Study on natural convection in core barrel; Experimental and numerical results for band type spacer pads

Hayashi, Kenji; Kawamata, Nobuhiro; Kamide, Hideki 

In a fast reactor an lnter-Wrapper Flow (IWF)is one of significant phenomena for decay heat removal under natural circulation condition, when a direct reactor auxiliary cooling system (DRACS)is adopted for decay heat removal system. Cold coolant provided by dipped heat exchangers (DHX) of DRACS can penetrate into the core barrel (region between the subassemblies)and it makes natural convection in the core barrel.

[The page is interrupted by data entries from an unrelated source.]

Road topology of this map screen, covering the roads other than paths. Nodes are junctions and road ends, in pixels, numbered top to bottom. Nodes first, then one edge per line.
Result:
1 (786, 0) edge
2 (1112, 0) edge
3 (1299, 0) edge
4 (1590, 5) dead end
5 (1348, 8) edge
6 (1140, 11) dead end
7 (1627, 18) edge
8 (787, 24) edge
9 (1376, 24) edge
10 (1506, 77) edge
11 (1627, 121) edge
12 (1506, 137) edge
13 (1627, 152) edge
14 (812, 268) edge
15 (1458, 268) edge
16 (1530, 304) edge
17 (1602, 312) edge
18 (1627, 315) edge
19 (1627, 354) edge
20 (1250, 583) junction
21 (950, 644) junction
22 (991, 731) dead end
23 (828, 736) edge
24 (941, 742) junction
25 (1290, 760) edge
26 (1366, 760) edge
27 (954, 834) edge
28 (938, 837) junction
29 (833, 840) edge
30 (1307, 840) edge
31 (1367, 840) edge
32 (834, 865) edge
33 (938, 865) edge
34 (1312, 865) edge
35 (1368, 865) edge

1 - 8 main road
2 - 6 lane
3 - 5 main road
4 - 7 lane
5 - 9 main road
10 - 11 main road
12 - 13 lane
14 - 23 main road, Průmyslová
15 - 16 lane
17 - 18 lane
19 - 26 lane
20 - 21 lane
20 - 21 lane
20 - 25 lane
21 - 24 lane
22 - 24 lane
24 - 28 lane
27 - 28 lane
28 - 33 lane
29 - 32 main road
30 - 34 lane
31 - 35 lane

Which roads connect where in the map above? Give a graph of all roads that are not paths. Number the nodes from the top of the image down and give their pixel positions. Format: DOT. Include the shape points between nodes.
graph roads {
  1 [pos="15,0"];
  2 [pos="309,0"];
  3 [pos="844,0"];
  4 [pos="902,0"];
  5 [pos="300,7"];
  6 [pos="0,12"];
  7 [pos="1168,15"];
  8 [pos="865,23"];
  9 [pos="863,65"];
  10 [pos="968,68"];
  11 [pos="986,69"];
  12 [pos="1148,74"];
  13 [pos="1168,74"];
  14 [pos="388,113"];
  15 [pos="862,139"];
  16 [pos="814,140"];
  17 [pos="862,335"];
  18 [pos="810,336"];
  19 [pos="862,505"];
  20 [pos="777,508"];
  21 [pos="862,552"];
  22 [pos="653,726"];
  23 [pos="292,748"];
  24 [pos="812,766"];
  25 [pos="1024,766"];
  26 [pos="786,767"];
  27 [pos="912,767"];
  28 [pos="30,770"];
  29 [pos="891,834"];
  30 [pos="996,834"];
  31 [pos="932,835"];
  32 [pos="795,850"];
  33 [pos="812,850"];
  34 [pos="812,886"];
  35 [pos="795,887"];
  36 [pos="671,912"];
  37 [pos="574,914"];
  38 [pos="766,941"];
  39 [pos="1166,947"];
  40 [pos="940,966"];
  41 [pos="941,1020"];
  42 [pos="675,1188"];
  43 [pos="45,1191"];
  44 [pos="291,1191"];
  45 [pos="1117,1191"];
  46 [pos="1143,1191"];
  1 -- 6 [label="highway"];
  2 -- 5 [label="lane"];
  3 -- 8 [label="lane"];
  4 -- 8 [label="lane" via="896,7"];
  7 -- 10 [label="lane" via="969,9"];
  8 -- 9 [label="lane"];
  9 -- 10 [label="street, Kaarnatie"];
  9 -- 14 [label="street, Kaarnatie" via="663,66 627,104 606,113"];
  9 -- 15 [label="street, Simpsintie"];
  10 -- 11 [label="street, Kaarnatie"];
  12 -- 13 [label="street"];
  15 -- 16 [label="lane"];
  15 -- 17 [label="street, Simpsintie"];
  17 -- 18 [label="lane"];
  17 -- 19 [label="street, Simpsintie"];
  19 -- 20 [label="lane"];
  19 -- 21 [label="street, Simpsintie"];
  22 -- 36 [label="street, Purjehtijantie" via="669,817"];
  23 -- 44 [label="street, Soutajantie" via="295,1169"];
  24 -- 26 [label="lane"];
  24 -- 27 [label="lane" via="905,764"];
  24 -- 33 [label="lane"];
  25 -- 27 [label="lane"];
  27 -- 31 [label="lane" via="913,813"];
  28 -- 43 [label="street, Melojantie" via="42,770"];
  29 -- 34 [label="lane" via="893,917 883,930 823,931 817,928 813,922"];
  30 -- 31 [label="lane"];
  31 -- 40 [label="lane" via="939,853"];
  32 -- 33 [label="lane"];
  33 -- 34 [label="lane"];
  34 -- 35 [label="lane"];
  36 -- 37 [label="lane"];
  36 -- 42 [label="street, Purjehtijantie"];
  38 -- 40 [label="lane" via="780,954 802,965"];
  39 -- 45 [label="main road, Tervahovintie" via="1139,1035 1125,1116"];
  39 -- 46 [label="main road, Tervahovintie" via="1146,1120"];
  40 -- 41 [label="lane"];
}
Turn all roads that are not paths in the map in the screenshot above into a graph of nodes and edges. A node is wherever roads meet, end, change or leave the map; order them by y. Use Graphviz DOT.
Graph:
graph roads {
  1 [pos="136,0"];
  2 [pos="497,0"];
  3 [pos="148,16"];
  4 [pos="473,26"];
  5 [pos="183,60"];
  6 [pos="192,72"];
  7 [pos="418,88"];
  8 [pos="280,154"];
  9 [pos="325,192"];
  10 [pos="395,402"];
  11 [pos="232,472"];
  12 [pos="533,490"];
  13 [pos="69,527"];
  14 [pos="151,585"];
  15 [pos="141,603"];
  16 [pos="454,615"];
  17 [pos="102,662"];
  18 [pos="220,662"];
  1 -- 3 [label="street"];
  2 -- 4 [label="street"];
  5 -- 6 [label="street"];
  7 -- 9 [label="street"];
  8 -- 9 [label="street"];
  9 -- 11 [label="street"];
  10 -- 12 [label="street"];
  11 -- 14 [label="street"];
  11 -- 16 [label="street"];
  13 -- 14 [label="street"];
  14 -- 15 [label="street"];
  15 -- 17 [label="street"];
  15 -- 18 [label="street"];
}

Such IWF will depend on a spacer pad geometry of subassemblies. Water experiment, TRIF(Test Rig for inter-wrapper Flow),was carried out for IWF in a reactor core. The test section modeled a 1/12th sector of the core and upper plenum of reactor vesse1. Experimental parameters were the spacer pad geometry and flow path geometries connecting the upper plenum and core barrel. Numerical simulation using AQUA code was also performed to confirm applicability of a simulation method. An experimental series using a button type spacer pad had been carried out. Here a band type spacer pad was examined. Temperatures at subassembly wall were measured with parameter of the flow path geometries; one was a connection pipe between the upper plenum and core barrel and the other was flow hole in core former plates between the outermost subassemblies and the core barrel. It was found that these flow paths were effective to remove heat in the core in case of the band type spacer pad. A general purpose three dimensional analysis code, AQUA,was applied to the experimental analysis. Each subassembly and inter wrapper gap region were modeled by slab mesh geometry. Pressure loss coefficient at the spacer pad was set based on the geometry. The numerical simulation results were in good agreement with measured temperature profiles in the core.